The purpose of the code is to find the nearest correlation matrix of a symmetric matrix. The correlation matrix finds the correlations between differnet variables, is symmetric and has a unit diagonal (All elements of diagonal is 1). The nearest correlation matrix is a positive semi-definite matrix (All eigenvalues are more than or equal to 0).
The code first finds a suitable initial point that it can start estimating from in order to use their optimisation algorithm, as not all initial points can be used to locate the optimal solution.
The code uses modified Principle Component Analysis (mPCA) in order to find an ideal starting point.
mPCA is a state-of-the-art method that allows us to isolate the most "important elements" of our data, enabling us to scale up our applications and reduce the dimensions required during analysis.
The penalised method is a method where a new function introduces a matrix G* of rank r, which is the rank that we are trying to reduce our matrix to.
We construct a new matrix G*, where rank(G*) = r, where r is the rank_constraint we are forcing on the matrix.
This new matrix will be optimised into a nearest correlation matrix using the wide array of known methods currently available, and it is proven that this new matrix has the same optimla solution as our original matrix G.

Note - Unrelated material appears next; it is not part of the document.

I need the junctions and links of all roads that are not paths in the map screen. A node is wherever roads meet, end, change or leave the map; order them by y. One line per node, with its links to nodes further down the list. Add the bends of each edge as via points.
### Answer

The majorisation method is a well known method to find the maximum or minimum points located on a curve, by introducing a surrogate function that bounds the curve tightly.

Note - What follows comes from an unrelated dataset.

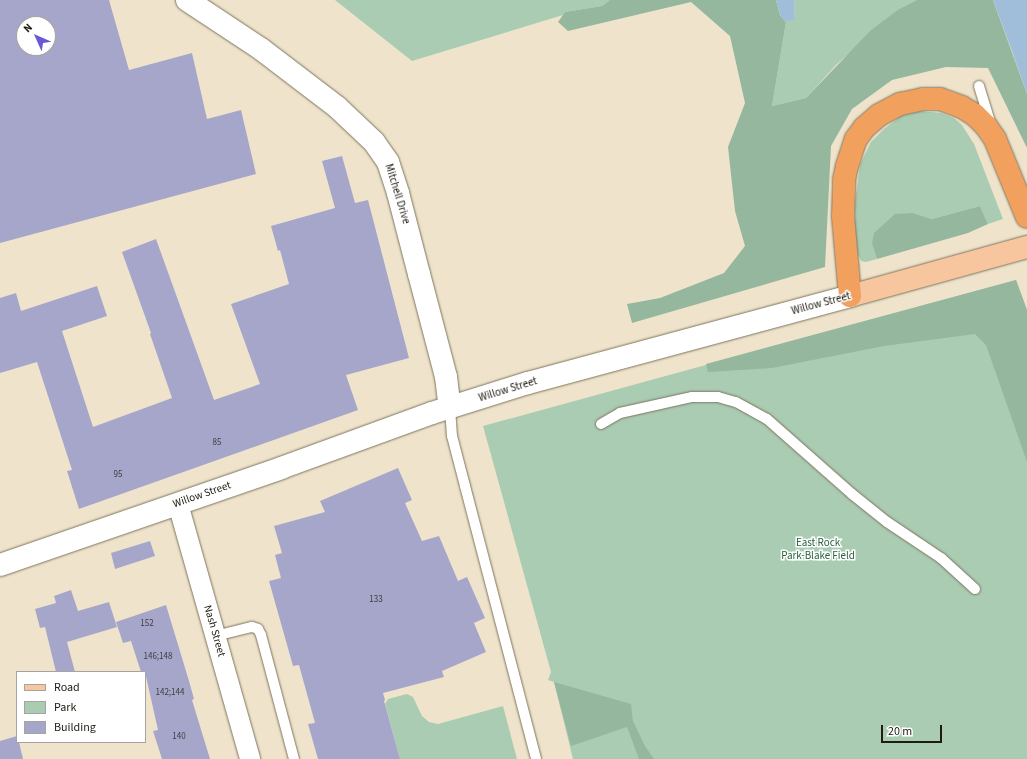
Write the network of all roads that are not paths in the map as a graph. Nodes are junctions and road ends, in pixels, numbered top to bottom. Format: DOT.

It is an iterative method that will ensure that a local minimum or maximum on a convex curve can be found.
The surrogate function (The red curve) will iteratively go lower and lower until the minimum of the blue curve is reached, which will allow us to find our minimum point.
Python translations of several matlab code files in thi folder have been attempted for use in servers or other devices that cannot run matlab code. Translations of the following files have been attempted:
- Pencorr.m -> Pencorr.py
- Intpoint.m -> Inpoint.py
- CorMat3mex.m -> CorMat3mex.py
These python translations work but cannot produce exactly similar results to the matlab versions due to differences in implementation of functions that find eigenvectors (since eigenvectors are not unique). The current maximum elementwise error between results is 1e-6.
Based on testing on large image sets, bugs may still be present within the code. These bugs appear when large image sets are used with very small rank restrictions (usually less than 20). It is suspected that these bugs are mainly found in the CorMat3Mex.py file.